Data to examine
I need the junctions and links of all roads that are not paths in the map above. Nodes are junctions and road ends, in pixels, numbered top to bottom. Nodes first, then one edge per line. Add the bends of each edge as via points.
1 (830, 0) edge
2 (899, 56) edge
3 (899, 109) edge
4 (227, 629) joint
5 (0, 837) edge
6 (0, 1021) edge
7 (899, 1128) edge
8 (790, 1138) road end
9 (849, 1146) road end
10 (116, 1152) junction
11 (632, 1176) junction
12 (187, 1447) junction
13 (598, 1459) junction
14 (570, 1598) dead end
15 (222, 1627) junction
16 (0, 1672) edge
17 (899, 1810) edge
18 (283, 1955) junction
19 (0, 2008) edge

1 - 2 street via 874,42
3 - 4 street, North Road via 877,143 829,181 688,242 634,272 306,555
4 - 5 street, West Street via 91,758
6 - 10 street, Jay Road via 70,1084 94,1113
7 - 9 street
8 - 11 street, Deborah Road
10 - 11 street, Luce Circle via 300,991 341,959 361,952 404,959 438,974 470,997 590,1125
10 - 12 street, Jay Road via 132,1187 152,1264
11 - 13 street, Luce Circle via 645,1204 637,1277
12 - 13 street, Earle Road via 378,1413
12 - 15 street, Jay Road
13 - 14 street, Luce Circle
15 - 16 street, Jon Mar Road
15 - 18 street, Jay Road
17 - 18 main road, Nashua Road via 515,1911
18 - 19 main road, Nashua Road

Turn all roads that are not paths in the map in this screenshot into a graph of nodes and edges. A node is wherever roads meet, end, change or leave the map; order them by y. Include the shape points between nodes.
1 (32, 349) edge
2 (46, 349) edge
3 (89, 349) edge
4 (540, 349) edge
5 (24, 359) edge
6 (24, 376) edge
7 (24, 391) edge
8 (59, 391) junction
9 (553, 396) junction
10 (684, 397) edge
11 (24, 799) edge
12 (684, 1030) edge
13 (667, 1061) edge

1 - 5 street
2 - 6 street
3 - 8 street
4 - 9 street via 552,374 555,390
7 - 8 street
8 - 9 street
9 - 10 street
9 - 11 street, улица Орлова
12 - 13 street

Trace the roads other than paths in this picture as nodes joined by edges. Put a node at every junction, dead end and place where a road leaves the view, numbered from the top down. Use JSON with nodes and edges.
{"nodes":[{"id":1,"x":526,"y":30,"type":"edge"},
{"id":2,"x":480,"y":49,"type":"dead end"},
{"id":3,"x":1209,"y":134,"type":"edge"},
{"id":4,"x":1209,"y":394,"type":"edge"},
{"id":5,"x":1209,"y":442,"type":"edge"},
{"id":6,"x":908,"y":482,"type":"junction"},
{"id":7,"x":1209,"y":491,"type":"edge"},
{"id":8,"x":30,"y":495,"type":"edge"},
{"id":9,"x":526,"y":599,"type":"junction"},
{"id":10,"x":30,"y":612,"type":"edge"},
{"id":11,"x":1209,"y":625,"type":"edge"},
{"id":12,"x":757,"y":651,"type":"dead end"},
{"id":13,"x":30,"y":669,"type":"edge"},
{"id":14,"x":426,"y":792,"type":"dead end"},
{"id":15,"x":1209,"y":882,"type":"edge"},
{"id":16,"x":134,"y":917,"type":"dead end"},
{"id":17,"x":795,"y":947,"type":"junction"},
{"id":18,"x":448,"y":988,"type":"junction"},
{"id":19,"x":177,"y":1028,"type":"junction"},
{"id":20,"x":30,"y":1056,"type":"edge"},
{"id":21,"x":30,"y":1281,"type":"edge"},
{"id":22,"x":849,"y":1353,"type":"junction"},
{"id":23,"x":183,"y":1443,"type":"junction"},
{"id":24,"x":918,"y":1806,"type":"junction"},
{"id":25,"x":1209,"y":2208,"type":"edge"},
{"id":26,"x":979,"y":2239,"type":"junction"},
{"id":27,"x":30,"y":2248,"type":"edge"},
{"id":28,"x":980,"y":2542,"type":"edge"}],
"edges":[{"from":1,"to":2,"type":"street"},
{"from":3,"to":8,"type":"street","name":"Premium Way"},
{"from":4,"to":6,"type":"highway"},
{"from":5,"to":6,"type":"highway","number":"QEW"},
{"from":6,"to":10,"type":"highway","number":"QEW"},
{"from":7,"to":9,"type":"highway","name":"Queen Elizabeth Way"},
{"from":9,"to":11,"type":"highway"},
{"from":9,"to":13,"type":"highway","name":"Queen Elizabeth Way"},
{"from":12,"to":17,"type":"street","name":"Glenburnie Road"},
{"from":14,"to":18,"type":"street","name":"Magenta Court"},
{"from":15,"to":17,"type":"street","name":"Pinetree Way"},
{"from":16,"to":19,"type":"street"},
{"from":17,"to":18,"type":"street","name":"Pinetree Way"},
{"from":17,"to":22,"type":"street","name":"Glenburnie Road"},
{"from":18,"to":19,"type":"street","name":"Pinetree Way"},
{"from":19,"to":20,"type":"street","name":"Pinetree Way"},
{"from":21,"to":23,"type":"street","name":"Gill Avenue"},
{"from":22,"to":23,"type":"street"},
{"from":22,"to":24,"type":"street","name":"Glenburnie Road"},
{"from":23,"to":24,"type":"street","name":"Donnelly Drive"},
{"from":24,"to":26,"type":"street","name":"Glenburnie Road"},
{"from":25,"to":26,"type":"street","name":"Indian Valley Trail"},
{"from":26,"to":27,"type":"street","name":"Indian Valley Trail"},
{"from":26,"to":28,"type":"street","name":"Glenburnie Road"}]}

Action item
What lines in the material include the string "main"? Pull each one out.

Output below
17 - 18 main road, Nashua Road via 515,1911
18 - 19 main road, Nashua Road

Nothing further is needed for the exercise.